Imagine how inspirational content would spread today. Cassette tapes would likely be replaced by CD-ROM- More reliable and can be played thousands of times without damage (didn't you hate it when the cassette tape would unravel and bend). Or, would all the "messages" be sent by e-mail or be downloaded from websites many miles away (safely placed within civilized democratic borders). Interesting thought. Cisco, Microsoft, Oracle and Intel don't advertise how the Internet can cause a "political revolution"
although there many advertisements tout a commercial or social revolution to which they are proud to be contributing members.
When a tyrannical leader wants to crack down or offer a bounty on the head of some opponent, it will now be necessary to have an IT department. The leader's secret police will require computer specialists in addition to experts in torture. Young persons embracing the excitement of revolution will not have to worry about meeting in public to exchange the latest "message". Instead, they will be able to acquire all the information right at home. The easier it is to get the "message" and the less you have to
share/exchange that message with others in a clandestine and dangerous way raises the question as to whether that message will carry the same degree of emotional enthusiasm or excitement as compared to the message cautiously guarded from mouth to mouth or delivered, in the case of a cassette, from hand to hand.

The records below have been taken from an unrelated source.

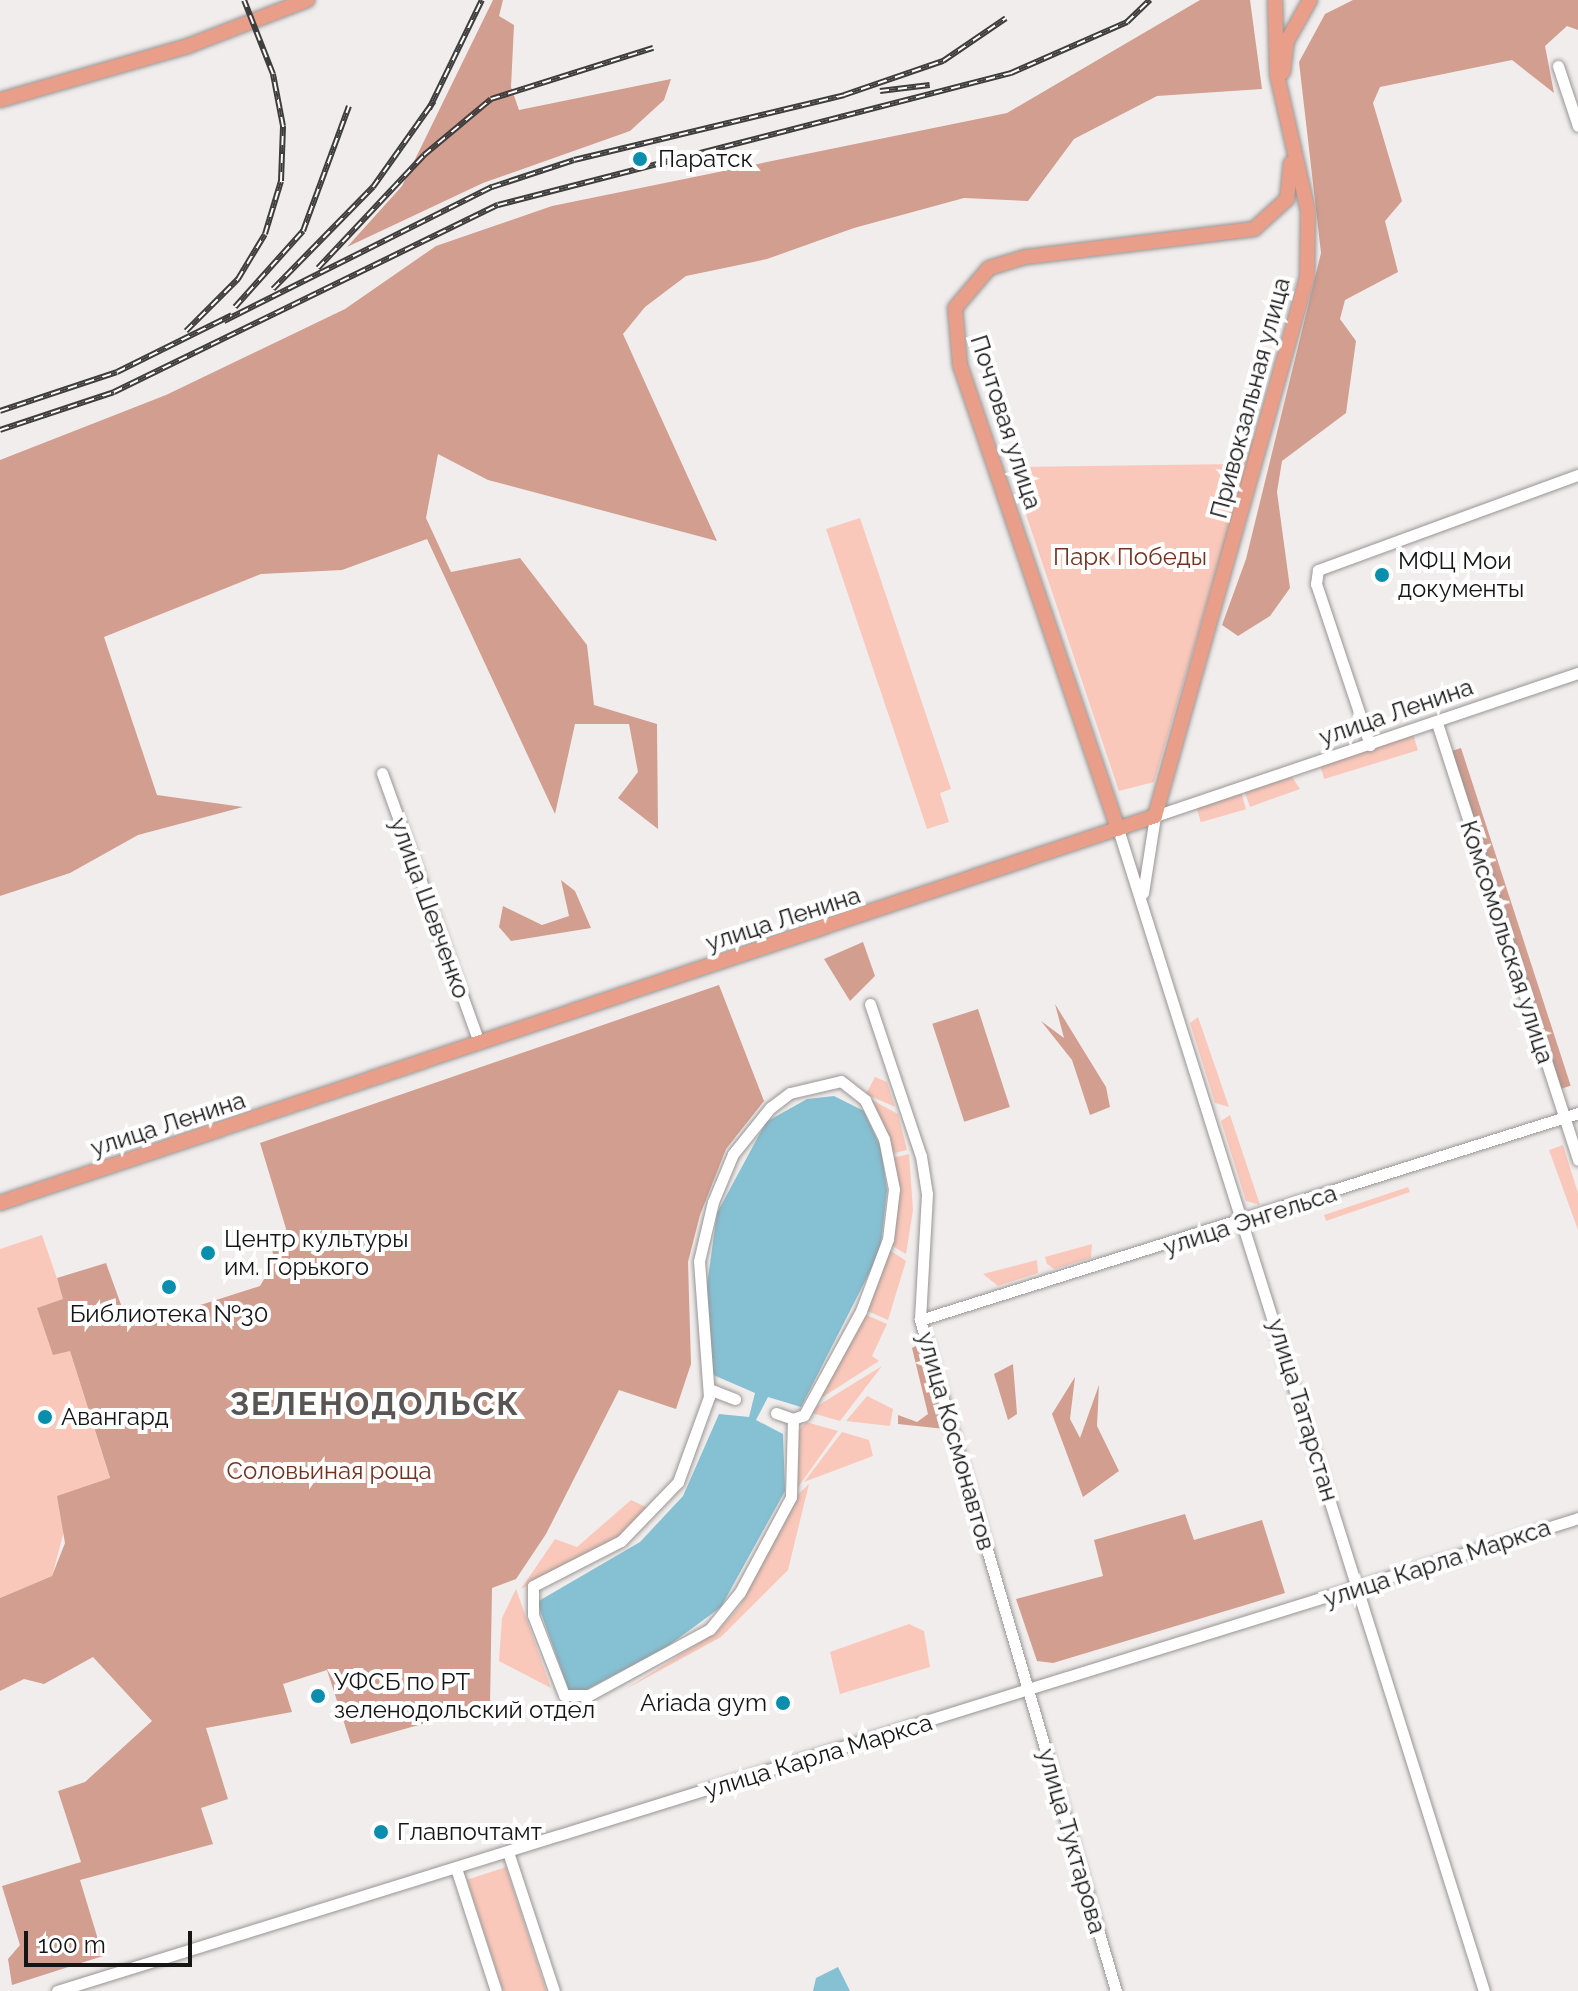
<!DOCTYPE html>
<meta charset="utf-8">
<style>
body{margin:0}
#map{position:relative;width:1578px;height:1991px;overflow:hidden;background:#f1edec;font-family:Raleway,sans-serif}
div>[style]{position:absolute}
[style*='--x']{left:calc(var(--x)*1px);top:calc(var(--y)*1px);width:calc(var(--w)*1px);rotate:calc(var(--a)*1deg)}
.green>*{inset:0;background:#fac8ba;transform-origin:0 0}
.forest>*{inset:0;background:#d29e8f;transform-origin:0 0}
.water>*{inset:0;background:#86c0d3}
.roads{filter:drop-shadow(0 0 2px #989594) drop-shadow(0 0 2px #989594)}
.minor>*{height:11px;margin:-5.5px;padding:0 5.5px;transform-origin:5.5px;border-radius:5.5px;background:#fff}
.major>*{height:14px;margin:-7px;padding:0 7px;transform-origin:7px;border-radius:7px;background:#e99e89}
.rail>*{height:6px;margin-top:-3px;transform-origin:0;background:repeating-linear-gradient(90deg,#fff 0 9px,#3e3c3c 0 18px);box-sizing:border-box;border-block:2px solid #3e3c3c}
.dots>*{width:22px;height:22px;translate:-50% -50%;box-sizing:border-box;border:4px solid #fff;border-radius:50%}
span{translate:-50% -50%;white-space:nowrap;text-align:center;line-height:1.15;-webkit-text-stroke:8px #fff;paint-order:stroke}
.poi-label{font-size:24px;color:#161515}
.left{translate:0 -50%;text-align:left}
.right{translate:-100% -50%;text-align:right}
.street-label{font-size:24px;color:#161515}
.park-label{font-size:24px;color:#733221}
.district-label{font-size:32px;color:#585554;font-weight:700;letter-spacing:2px}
.scale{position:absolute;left:24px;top:1931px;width:168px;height:36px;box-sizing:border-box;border:4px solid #161515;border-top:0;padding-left:10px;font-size:24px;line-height:28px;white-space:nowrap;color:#161515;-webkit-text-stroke:6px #fff;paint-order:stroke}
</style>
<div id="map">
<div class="green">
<i style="clip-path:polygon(1255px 439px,1154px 782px,1119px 791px,1010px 467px,1235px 464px,1240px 440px)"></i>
<i style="clip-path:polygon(860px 518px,951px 789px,940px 793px,949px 822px,927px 829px,826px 529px)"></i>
<i style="left:1413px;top:734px;width:17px;height:98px;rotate:73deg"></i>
<i style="clip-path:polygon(1291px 775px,1300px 789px,1250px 807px,1244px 790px)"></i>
<i style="left:1241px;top:792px;width:18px;height:47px;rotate:74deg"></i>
<i style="clip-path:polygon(1198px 1017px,1229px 1107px,1215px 1103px,1190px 1023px)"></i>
<i style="clip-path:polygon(875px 1077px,887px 1082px,895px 1107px,866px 1094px)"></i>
<i style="clip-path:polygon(868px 1098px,898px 1114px,907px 1150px,891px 1154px)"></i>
<i style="clip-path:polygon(1230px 1115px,1260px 1205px,1246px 1201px,1221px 1121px)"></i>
<i style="clip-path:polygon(1563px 1145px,1578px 1193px,1578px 1230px,1549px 1150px)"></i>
<i style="clip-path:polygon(909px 1154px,913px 1210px,906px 1254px,889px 1244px,892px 1158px)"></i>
<i style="clip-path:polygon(1408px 1187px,1410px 1192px,1326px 1221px,1324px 1215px)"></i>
<i style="clip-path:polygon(42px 1235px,64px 1299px,38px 1308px,70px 1351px,110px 1479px,66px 1524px,52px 1576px,0 1598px,0 1249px)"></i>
<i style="clip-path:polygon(1092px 1244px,1091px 1258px,1054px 1269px,1047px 1264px,1045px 1257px)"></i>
<i style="clip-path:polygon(888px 1249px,906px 1261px,888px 1320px,865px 1310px)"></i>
<i style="clip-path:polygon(1037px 1260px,1038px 1273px,998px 1286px,983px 1274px)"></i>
<i style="clip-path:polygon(864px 1314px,887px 1324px,872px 1356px,879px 1361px,815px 1402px)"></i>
<i style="clip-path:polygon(882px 1366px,840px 1421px,812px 1413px,814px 1408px)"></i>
<i style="clip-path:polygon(867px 1396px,893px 1409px,890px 1426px,846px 1421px)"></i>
<i style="clip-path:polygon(806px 1422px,838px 1431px,796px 1490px,795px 1435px)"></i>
<i style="clip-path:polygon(842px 1432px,869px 1440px,873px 1456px,804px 1482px)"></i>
<i style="clip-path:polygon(809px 1484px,788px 1570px,721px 1637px,624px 1690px,718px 1631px,740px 1606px,793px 1499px)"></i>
<i style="clip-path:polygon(631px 1500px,650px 1509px,619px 1538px,521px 1589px,555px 1539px,577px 1547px)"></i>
<i style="clip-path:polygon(516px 1589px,551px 1688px,499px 1661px,502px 1618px)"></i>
<i style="clip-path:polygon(909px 1624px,924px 1631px,930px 1667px,840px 1694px,830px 1652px)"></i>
<i style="left:506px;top:1867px;width:130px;height:41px;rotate:72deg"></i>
</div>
<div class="forest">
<i style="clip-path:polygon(493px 0,503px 0,499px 16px,514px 25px,511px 87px,519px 110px,671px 79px,664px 100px,630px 131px,483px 183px,347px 247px,402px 186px)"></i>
<i style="clip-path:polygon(1200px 0,1250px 0,1262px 89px,1157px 96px,1074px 139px,1028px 201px,964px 198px,854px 228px,767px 259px,686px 276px,645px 307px,623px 334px,717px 541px,488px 480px,438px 454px,426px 518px,451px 572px,520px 558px,587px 645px,594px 705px,657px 724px,658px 829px,618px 798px,638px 772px,629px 724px,575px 724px,555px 814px,427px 539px,342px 570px,261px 574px,104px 637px,157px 795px,243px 807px,138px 835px,70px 873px,0 896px,0 460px,166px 395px,345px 309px,436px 246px,552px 206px,1007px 113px)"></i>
<i style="clip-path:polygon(1353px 0,1578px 0,1578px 30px,1567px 26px,1545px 46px,1554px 93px,1512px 60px,1380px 87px,1373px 103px,1402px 201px,1385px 221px,1398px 272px,1345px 300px,1340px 319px,1356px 341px,1346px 413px,1282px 461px,1277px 492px,1290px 588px,1270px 616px,1238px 636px,1222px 625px,1246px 559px,1321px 253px,1299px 62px,1325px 14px)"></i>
<i style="left:1461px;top:748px;width:355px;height:11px;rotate:72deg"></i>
<i style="clip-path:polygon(561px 880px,575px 891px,591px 928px,511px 941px,499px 927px,503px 906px,542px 925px,569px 916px)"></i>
<i style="clip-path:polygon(863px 942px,875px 976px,850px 1001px,824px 959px)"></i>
<i style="clip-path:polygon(719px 985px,764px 1101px,726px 1149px,700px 1215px,688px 1262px,691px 1364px,676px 1409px,619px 1390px,546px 1534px,516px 1579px,492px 1588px,490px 1705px,351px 1744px,327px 1670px,283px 1684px,292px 1712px,206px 1728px,228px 1799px,201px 1808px,213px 1844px,80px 1880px,103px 1956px,12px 1985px,8px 1959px,20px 1945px,2px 1886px,81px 1862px,58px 1791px,85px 1782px,152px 1721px,93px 1657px,44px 1684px,24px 1679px,0 1691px,0 1598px,52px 1576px,65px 1543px,57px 1496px,110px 1478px,70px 1351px,53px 1355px,37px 1308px,63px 1299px,57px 1278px,106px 1263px,124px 1313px,141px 1324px,260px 1286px,275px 1261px,269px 1239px,287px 1232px,260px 1143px)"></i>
<i style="clip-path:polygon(1055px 1004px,1106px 1087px,1110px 1107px,1090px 1115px,1072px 1060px,1041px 1021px,1064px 1038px)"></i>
<i style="left:978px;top:1009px;width:103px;height:48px;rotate:72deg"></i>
<i style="clip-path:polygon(918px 1345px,924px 1352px,945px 1429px,898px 1424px,898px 1415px,917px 1422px,928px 1414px,912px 1348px)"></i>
<i style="clip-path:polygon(1013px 1364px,1017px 1414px,1008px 1420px,994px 1374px)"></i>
<i style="clip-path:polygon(1075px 1377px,1070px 1419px,1080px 1438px,1099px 1385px,1097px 1426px,1119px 1471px,1083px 1497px,1052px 1414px)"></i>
<i style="clip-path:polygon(1185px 1514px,1194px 1540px,1262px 1520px,1285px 1593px,1053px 1663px,1037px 1661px,1016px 1599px,1103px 1576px,1094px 1540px)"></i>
</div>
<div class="water">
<i style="clip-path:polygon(834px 1096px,864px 1111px,881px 1148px,887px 1190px,880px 1252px,801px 1407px,768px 1397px,756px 1420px,783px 1434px,785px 1491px,721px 1607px,668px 1646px,584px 1691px,569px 1691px,537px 1602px,640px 1542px,683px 1496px,719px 1414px,749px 1417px,755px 1393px,711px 1374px,704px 1307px,717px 1213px,766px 1122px,807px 1099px)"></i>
<i style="clip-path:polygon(838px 1967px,850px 1991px,813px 1991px,816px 1978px)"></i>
</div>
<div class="roads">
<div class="minor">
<i style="--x:1558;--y:66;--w:63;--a:71.6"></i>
<i style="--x:1437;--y:723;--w:459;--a:72.1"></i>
<i style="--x:1370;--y:745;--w:170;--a:-108.5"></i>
<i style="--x:1316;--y:584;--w:14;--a:-82"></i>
<i style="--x:1318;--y:570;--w:277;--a:-20.1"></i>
<i style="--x:382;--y:773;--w:287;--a:70.2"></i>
<i style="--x:1118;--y:829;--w:1218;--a:72.52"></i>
<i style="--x:1143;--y:893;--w:78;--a:-81.1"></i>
<i style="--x:1155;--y:816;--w:447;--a:-18.7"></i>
<i style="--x:870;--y:1004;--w:160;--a:71.5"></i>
<i style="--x:921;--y:1156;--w:38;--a:81"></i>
<i style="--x:927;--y:1194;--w:126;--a:93.2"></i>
<i style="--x:920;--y:1320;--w:699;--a:73.72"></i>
<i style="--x:841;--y:1081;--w:31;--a:38"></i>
<i style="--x:865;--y:1100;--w:43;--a:64"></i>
<i style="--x:884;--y:1139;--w:51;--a:78.7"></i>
<i style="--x:894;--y:1189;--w:50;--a:96.8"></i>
<i style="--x:888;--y:1239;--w:77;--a:110.6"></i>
<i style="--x:861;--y:1311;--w:119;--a:118.7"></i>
<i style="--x:804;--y:1415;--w:12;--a:160"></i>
<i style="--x:793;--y:1419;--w:78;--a:91.5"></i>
<i style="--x:791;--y:1497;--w:108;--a:118.2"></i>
<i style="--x:740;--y:1592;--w:48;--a:129"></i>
<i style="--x:710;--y:1629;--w:138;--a:151.4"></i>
<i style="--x:589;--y:1695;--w:25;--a:180"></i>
<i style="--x:564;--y:1695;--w:86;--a:-111.2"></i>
<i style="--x:533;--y:1615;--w:29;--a:-90"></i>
<i style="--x:533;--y:1586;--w:99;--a:-27.1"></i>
<i style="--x:621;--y:1541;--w:82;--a:-46"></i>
<i style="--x:678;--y:1482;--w:90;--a:-70"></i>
<i style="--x:709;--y:1397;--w:136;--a:-94.2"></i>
<i style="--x:699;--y:1261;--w:61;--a:-76.7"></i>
<i style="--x:713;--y:1202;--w:52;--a:-67.4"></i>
<i style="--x:733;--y:1154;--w:59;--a:-51.2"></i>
<i style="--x:770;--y:1108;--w:25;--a:-37"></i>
<i style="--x:790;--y:1093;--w:52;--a:-13.2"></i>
<i style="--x:920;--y:1320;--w:690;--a:-17.46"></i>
<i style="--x:709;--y:1389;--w:28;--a:21"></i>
<i style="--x:776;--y:1413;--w:18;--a:19"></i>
<i style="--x:508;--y:1852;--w:146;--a:71.7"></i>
<i style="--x:456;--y:1868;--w:129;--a:72"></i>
<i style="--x:57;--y:1991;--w:1593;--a:-17.27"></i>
</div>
<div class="major">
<i style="--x:1283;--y:72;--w:31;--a:-83"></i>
<i style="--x:1287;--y:41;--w:47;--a:-60.7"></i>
<i style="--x:0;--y:100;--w:196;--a:-16"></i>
<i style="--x:188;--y:46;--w:128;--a:-21.1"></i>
<i style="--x:1118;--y:829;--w:490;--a:-108.8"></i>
<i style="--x:960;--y:365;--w:57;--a:-95"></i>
<i style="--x:955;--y:308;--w:52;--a:-49.6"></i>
<i style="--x:989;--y:268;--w:39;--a:-17"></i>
<i style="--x:1026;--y:257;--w:230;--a:-7"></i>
<i style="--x:1254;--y:229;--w:45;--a:-42.3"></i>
<i style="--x:1287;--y:199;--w:36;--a:-84"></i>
<i style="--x:0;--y:1203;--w:1218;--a:-18.52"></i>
<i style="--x:1155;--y:816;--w:560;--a:-74.25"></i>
<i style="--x:1307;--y:277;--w:66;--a:-89.1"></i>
<i style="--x:1308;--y:211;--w:140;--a:-102.8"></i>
<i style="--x:1277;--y:74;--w:74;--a:-91.5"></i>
</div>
</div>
<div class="rail">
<i style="--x:880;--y:91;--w:50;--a:-6.8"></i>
<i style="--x:429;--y:109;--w:121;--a:-64.1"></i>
<i style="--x:318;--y:268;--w:155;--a:-46.8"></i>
<i style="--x:424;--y:155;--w:87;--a:-39.9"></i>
<i style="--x:491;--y:99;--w:170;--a:-17.5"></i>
<i style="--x:273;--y:289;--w:143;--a:-45.6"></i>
<i style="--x:373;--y:187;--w:105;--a:-54.7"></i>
<i style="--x:235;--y:307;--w:102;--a:-48.2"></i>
<i style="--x:303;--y:231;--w:133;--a:-69.8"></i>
<i style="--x:224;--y:321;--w:300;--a:-26.6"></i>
<i style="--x:492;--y:187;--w:86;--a:-18.2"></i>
<i style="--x:574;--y:160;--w:278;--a:-13.5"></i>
<i style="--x:844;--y:95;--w:105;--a:-19"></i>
<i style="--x:943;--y:61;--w:76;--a:-34.3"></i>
<i style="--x:186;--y:331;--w:74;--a:-45"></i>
<i style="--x:238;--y:279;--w:52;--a:-59"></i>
<i style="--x:265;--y:234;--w:55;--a:-73.2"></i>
<i style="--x:281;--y:181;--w:55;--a:-87.9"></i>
<i style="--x:283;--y:126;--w:53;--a:-100.9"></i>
<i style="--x:273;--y:74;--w:79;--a:-111.4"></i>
<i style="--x:0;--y:411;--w:123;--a:-18.4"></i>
<i style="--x:117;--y:372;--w:128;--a:-26.4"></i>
<i style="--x:0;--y:430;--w:120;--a:-18.4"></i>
<i style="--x:114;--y:392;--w:427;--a:-26"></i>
<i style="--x:498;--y:205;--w:530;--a:-14.43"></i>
<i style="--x:1011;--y:73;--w:127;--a:-23.7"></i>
<i style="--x:1127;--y:22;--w:32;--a:-44"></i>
</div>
<div class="dots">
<i style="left:640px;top:159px;background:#098ead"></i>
<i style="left:1382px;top:575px;background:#098ead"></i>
<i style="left:208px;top:1253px;background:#098ead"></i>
<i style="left:169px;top:1287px;background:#098ead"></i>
<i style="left:45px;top:1417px;background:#098ead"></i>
<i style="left:318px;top:1696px;background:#098ead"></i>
<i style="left:783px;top:1703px;background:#098ead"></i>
<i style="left:381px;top:1832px;background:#098ead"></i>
</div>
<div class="poi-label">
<span class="left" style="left:658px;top:159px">Паратск</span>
<span class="left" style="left:1398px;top:575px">МФЦ Мои<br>документы</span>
<span class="left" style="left:224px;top:1253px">Центр культуры<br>им. Горького</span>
<span style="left:169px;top:1314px">Библиотека №30</span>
<span class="left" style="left:61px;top:1417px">Авангард</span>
<span class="left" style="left:334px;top:1696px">УФСБ по РТ<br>зеленодольский отдел</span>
<span class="right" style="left:767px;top:1703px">Ariada gym</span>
<span class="left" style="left:397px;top:1832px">Главпочтамт</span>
</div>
<div class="street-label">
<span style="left:1250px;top:398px;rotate:-75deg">Привокзальная улица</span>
<span style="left:1006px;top:422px;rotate:72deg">Почтовая улица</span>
<span style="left:1396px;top:712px;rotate:-19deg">улица Ленина</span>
<span style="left:430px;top:908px;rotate:70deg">улица Шевченко</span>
<span style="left:783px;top:919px;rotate:-18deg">улица Ленина</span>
<span style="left:1507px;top:942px;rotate:72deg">Комсомольская улица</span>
<span style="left:168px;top:1124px;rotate:-18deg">улица Ленина</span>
<span style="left:1250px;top:1220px;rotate:-18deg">улица Энгельса</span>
<span style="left:1303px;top:1410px;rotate:73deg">улица Татарстан</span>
<span style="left:956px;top:1441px;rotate:74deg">улица Космонавтов</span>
<span style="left:1437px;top:1563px;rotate:-18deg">улица Карла Маркса</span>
<span style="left:818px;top:1756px;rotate:-17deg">улица Карла Маркса</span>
<span style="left:1072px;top:1841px;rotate:74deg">улица Туктарова</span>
</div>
<div class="park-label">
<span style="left:1130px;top:557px">Парк Победы</span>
<span style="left:329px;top:1471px">Соловьиная роща</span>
</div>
<div class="district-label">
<span style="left:375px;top:1404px">ЗЕЛЕНОДОЛЬСК</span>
</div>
<div class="scale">100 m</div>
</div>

In my view, the technological revolution has made it easier to spread a message of political revolution, however, the process has nullified an essential element of all political revolution, the social or collective effort. Technology has rendered revolution a solo sport. Without the need to spread the message in person and from person to person, revolution is without its ammunition-social interaction.
Not that I expect a revolution any time soon.